PROBLEM STATEMENT: Please repeat the lines below exactly. Begin with the line containing "ring dip: (244, 164)" and go on through the line containing "ring tip: (348, 132)".

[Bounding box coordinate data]
>>

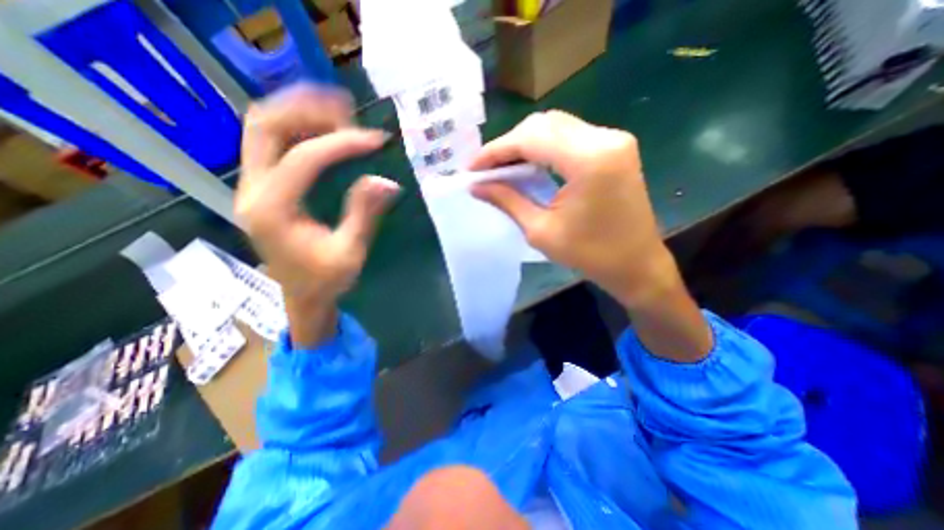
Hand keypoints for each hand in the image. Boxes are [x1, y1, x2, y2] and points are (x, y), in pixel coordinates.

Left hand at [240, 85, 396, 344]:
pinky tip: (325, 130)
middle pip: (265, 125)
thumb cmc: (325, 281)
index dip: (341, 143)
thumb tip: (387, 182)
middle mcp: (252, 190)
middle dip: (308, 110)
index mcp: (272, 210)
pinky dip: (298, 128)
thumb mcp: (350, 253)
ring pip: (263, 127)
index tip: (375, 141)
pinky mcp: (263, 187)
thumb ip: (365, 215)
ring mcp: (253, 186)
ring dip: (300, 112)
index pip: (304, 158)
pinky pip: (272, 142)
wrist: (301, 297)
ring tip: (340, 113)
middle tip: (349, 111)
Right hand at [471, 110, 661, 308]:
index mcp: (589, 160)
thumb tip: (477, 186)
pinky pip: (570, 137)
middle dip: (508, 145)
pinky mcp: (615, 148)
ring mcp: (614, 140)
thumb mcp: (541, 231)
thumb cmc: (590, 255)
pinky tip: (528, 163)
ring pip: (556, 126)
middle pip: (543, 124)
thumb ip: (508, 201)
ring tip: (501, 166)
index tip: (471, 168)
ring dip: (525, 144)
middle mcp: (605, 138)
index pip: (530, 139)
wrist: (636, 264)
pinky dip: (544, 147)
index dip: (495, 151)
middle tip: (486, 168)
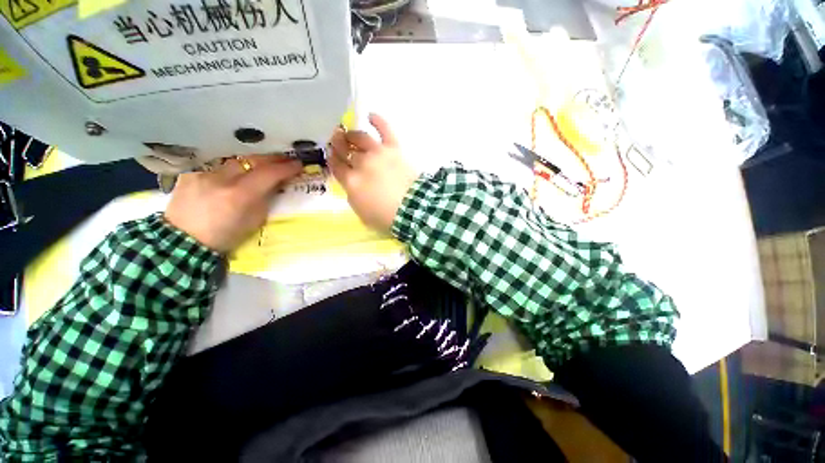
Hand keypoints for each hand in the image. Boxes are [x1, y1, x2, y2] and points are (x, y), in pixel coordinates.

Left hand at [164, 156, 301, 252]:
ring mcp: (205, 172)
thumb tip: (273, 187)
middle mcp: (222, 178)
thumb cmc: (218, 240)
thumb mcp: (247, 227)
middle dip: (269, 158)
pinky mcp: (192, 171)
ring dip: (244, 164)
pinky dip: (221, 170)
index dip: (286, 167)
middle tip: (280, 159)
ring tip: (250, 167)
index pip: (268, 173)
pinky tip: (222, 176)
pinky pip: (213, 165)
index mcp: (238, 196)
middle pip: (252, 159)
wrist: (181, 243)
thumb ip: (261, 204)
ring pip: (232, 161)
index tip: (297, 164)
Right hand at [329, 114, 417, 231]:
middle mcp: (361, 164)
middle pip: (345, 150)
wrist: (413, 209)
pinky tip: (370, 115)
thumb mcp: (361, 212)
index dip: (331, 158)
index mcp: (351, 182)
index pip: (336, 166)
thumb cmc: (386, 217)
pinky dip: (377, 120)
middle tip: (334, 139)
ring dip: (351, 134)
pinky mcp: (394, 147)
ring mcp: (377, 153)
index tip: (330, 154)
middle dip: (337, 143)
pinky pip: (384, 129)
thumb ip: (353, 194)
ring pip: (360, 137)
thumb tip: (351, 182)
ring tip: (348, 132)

<<
>>

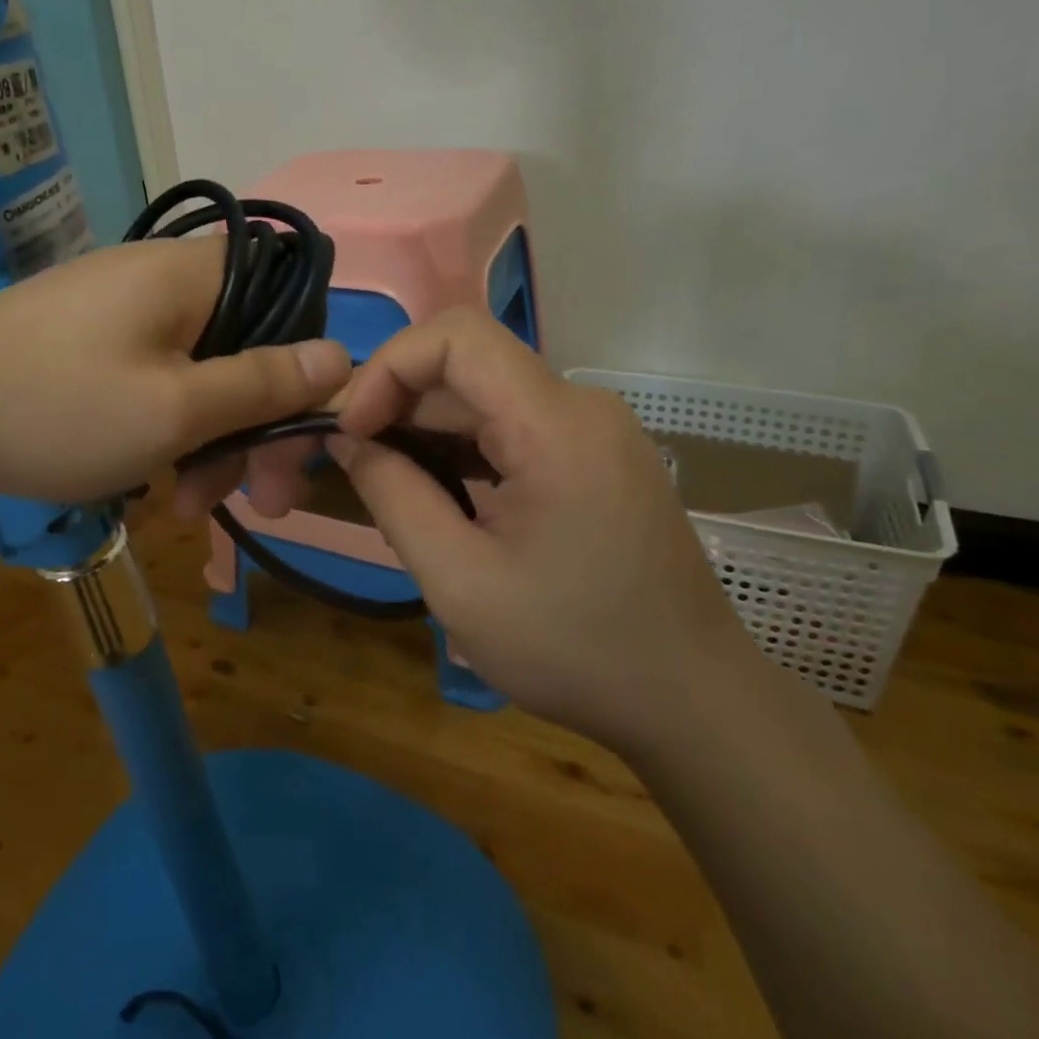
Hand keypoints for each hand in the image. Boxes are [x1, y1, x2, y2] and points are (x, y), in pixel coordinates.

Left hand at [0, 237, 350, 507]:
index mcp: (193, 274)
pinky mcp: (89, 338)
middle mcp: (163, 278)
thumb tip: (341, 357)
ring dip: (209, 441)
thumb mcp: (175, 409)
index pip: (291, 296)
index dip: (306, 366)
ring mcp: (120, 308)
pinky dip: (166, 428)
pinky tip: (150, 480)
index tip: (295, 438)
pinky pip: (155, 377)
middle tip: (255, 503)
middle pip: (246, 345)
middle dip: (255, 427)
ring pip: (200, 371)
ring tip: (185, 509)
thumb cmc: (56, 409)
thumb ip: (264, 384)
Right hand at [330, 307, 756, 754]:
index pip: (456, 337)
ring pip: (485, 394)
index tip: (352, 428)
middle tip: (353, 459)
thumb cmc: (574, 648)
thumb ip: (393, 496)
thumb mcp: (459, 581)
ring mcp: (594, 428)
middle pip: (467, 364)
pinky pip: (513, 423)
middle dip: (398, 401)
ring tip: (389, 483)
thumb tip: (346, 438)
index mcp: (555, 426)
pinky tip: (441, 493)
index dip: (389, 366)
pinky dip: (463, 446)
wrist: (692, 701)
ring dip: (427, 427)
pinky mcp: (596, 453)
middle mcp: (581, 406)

<<
>>

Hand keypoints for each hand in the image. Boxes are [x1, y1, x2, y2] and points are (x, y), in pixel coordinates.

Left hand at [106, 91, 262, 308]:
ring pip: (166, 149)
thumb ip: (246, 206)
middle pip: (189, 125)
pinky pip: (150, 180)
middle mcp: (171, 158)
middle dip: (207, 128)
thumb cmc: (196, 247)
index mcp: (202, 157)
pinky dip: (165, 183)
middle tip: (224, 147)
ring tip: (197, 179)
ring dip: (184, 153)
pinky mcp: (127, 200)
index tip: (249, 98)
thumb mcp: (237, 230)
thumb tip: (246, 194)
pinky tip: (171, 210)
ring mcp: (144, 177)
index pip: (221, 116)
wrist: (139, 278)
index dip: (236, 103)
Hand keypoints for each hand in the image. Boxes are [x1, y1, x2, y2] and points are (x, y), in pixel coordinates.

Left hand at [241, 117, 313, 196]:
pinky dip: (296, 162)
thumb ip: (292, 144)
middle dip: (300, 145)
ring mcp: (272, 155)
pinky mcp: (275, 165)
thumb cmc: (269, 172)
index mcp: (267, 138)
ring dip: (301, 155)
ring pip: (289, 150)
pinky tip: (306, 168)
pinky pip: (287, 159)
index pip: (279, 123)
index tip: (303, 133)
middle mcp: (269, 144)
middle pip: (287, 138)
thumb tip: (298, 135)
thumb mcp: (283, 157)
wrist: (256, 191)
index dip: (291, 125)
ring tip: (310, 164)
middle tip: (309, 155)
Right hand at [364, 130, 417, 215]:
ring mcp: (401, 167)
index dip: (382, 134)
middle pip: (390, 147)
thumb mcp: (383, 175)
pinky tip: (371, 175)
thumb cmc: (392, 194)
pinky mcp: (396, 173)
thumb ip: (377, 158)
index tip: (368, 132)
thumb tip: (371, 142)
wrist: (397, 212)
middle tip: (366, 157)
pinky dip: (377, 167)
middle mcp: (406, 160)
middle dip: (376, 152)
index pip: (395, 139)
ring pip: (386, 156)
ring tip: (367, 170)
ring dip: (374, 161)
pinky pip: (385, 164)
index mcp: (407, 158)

<<

SOLUTION TO THE PROBLEM:
ring dip: (244, 164)
pinky dip: (221, 170)
index dip: (286, 167)
middle tip: (280, 159)
ring tip: (250, 167)
index pip: (268, 173)
pinky tip: (222, 176)
pinky pip: (213, 165)
index mcp: (238, 196)
middle pip: (252, 159)
wrist: (181, 243)
thumb ip: (261, 204)
ring pip: (232, 161)
index tip: (297, 164)
Right hand at [329, 114, 417, 231]:
middle mcp: (361, 164)
middle pip: (345, 150)
wrist: (413, 209)
pinky tip: (370, 115)
thumb mcp: (361, 212)
index dip: (331, 158)
index mcp: (351, 182)
index pip: (336, 166)
thumb cmc: (386, 217)
pinky dip: (377, 120)
middle tip: (334, 139)
ring dip: (351, 134)
pinky mcp: (394, 147)
ring mcp: (377, 153)
index tip: (330, 154)
middle dip: (337, 143)
pinky pip: (384, 129)
thumb ip: (353, 194)
ring pip: (360, 137)
thumb tip: (351, 182)
ring tip: (348, 132)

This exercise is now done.